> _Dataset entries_
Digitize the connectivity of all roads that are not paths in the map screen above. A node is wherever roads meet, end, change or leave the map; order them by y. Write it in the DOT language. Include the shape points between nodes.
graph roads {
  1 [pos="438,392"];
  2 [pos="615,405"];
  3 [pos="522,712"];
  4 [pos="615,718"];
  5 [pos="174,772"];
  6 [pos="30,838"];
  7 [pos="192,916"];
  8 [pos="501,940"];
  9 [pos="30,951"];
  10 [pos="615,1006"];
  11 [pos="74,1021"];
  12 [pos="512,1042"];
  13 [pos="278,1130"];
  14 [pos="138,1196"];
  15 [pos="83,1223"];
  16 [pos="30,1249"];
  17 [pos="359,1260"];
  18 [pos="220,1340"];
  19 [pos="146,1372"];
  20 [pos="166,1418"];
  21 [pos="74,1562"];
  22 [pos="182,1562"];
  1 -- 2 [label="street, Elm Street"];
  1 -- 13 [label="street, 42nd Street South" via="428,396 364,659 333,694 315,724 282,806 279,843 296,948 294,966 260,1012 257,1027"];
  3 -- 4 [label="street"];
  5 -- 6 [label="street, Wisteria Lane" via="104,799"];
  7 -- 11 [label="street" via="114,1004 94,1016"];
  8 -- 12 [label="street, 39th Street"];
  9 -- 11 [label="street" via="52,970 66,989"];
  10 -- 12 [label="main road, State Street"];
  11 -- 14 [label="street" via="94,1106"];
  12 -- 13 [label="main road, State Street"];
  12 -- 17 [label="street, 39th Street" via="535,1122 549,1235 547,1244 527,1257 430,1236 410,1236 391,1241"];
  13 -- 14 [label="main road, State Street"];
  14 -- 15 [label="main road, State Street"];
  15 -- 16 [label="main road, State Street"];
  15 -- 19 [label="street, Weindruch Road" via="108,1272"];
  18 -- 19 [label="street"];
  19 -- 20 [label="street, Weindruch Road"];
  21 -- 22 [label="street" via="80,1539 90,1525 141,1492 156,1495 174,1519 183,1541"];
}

> _Task brief_
What is needed is an exact copy of every record above.

> _Reply to the exercise_
Digitize the connectivity of all roads that are not paths in the map screen above. A node is wherever roads meet, end, change or leave the map; order them by y. Write it in the DOT language. Include the shape points between nodes.
graph roads {
  1 [pos="438,392"];
  2 [pos="615,405"];
  3 [pos="522,712"];
  4 [pos="615,718"];
  5 [pos="174,772"];
  6 [pos="30,838"];
  7 [pos="192,916"];
  8 [pos="501,940"];
  9 [pos="30,951"];
  10 [pos="615,1006"];
  11 [pos="74,1021"];
  12 [pos="512,1042"];
  13 [pos="278,1130"];
  14 [pos="138,1196"];
  15 [pos="83,1223"];
  16 [pos="30,1249"];
  17 [pos="359,1260"];
  18 [pos="220,1340"];
  19 [pos="146,1372"];
  20 [pos="166,1418"];
  21 [pos="74,1562"];
  22 [pos="182,1562"];
  1 -- 2 [label="street, Elm Street"];
  1 -- 13 [label="street, 42nd Street South" via="428,396 364,659 333,694 315,724 282,806 279,843 296,948 294,966 260,1012 257,1027"];
  3 -- 4 [label="street"];
  5 -- 6 [label="street, Wisteria Lane" via="104,799"];
  7 -- 11 [label="street" via="114,1004 94,1016"];
  8 -- 12 [label="street, 39th Street"];
  9 -- 11 [label="street" via="52,970 66,989"];
  10 -- 12 [label="main road, State Street"];
  11 -- 14 [label="street" via="94,1106"];
  12 -- 13 [label="main road, State Street"];
  12 -- 17 [label="street, 39th Street" via="535,1122 549,1235 547,1244 527,1257 430,1236 410,1236 391,1241"];
  13 -- 14 [label="main road, State Street"];
  14 -- 15 [label="main road, State Street"];
  15 -- 16 [label="main road, State Street"];
  15 -- 19 [label="street, Weindruch Road" via="108,1272"];
  18 -- 19 [label="street"];
  19 -- 20 [label="street, Weindruch Road"];
  21 -- 22 [label="street" via="80,1539 90,1525 141,1492 156,1495 174,1519 183,1541"];
}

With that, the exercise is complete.